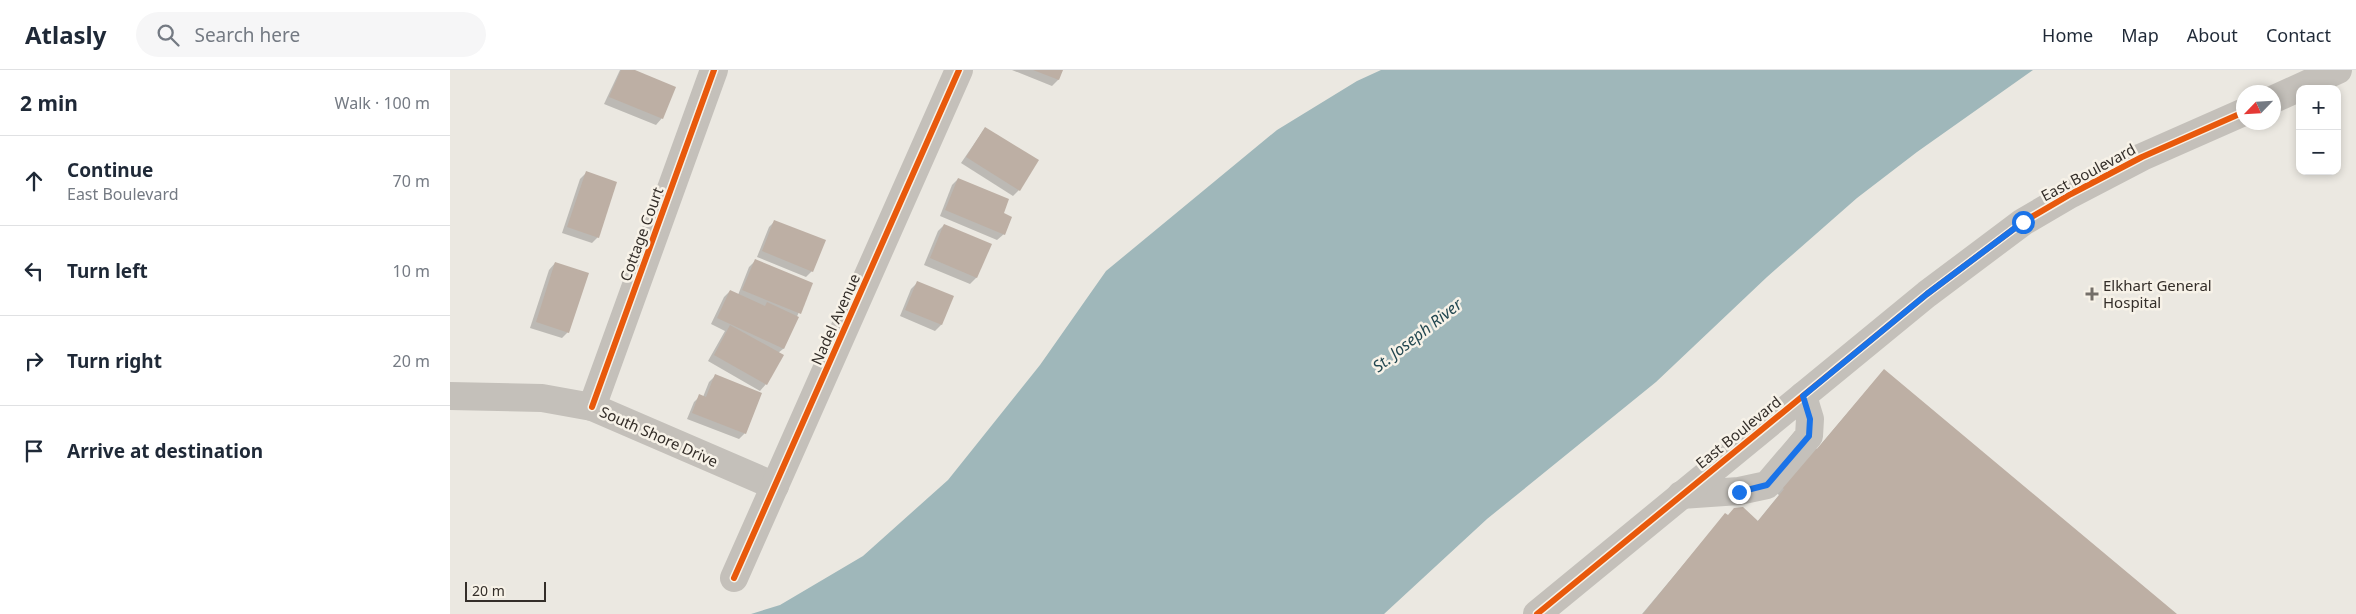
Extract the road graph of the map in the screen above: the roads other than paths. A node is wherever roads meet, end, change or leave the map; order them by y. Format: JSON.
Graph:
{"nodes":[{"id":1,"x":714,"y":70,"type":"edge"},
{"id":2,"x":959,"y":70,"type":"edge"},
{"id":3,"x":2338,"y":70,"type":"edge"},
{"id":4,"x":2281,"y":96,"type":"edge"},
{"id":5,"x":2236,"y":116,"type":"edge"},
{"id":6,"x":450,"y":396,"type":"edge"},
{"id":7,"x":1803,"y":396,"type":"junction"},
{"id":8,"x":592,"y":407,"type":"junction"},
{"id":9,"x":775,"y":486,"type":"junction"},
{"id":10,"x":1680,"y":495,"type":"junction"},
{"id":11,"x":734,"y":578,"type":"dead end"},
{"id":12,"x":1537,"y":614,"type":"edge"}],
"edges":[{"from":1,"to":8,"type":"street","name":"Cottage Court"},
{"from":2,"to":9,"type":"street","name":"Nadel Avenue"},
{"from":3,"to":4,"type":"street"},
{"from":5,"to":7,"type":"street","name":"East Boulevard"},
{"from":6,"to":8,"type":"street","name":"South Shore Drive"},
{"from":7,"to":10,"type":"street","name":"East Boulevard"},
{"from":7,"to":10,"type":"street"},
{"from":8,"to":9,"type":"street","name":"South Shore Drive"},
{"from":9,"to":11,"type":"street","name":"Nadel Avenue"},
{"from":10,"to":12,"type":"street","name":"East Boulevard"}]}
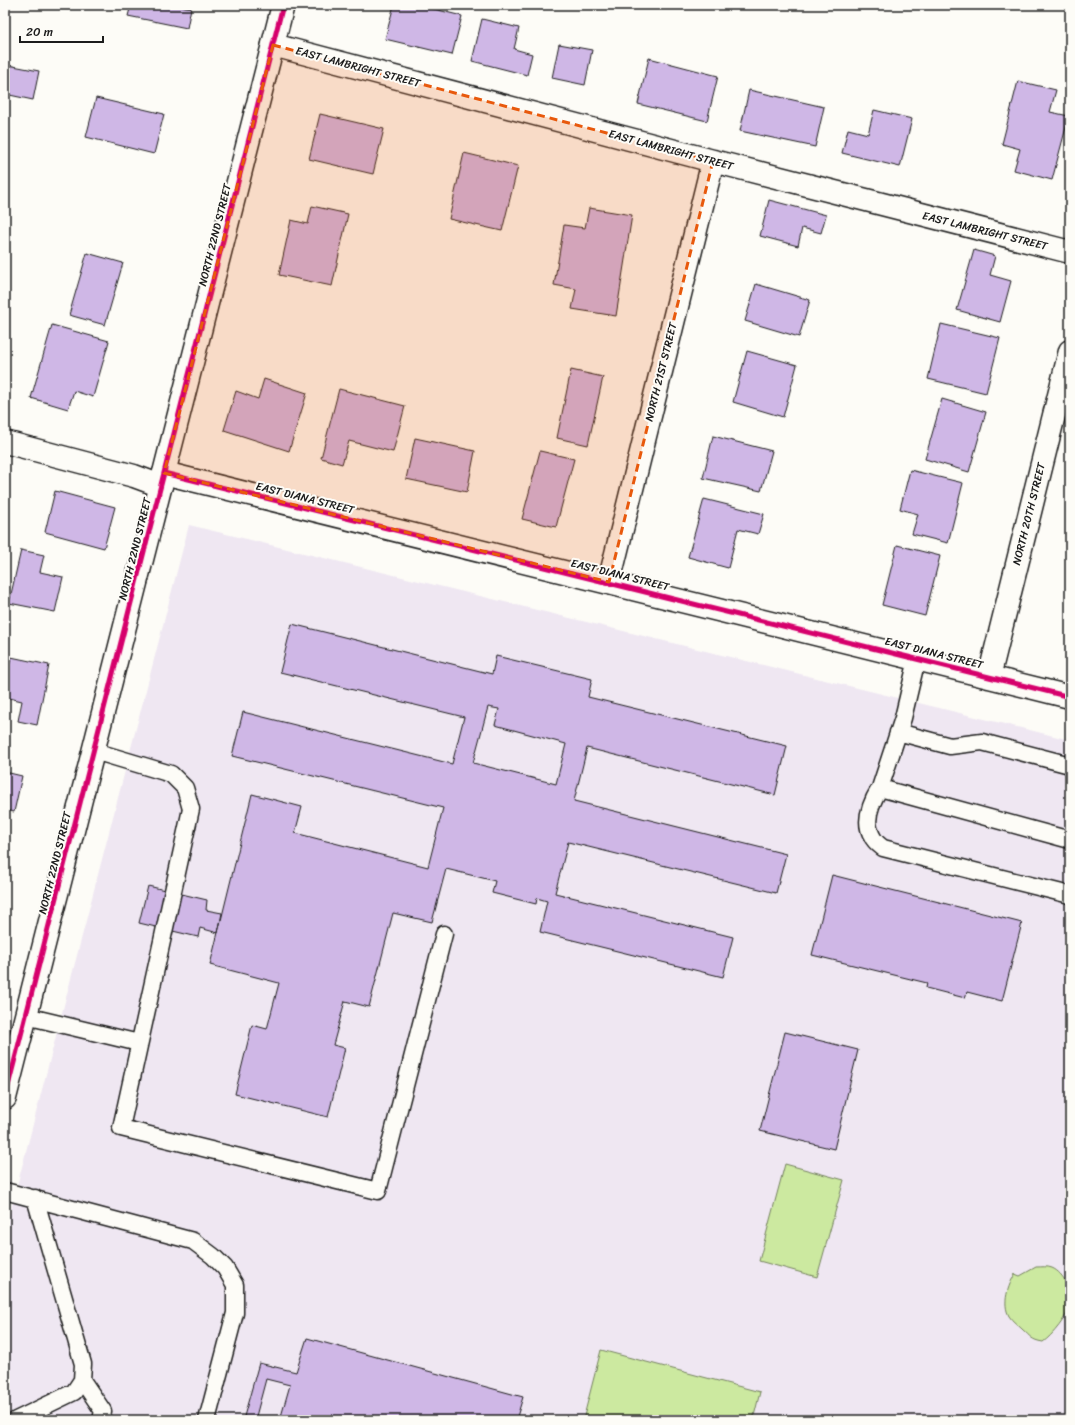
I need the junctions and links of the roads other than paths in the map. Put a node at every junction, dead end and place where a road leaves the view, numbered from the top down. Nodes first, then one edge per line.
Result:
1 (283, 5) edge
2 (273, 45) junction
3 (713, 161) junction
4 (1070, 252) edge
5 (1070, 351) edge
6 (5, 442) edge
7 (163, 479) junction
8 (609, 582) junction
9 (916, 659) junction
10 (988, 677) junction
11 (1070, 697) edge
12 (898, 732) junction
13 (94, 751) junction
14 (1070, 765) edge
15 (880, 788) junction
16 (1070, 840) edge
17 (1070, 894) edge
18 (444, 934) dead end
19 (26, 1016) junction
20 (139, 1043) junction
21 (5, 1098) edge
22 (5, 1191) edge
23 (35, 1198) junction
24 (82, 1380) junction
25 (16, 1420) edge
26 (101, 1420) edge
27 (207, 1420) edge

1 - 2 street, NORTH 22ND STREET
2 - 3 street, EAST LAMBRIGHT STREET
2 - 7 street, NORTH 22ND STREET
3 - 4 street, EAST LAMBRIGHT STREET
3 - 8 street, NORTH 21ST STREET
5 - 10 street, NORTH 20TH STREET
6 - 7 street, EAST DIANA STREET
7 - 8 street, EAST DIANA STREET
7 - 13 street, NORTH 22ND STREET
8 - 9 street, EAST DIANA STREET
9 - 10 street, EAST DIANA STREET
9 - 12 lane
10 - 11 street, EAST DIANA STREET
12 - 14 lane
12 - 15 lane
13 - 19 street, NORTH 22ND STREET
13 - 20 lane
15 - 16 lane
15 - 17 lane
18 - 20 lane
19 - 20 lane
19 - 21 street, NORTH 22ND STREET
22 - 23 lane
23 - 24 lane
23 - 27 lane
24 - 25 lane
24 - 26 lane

_Problem details_
For every line in the listing above that mentions the word "from", make a copy.

_Expected answer_
"edges":[{"from":1,"to":8,"type":"street","name":"Cottage Court"},
{"from":2,"to":9,"type":"street","name":"Nadel Avenue"},
{"from":3,"to":4,"type":"street"},
{"from":5,"to":7,"type":"street","name":"East Boulevard"},
{"from":6,"to":8,"type":"street","name":"South Shore Drive"},
{"from":7,"to":10,"type":"street","name":"East Boulevard"},
{"from":7,"to":10,"type":"street"},
{"from":8,"to":9,"type":"street","name":"South Shore Drive"},
{"from":9,"to":11,"type":"street","name":"Nadel Avenue"},
{"from":10,"to":12,"type":"street","name":"East Boulevard"}]}
I need the junctions and links of the roads other than paths in the map. Put a node at every junction, dead end and place where a road leaves the view, numbered from the top down. Nodes first, then one edge per line.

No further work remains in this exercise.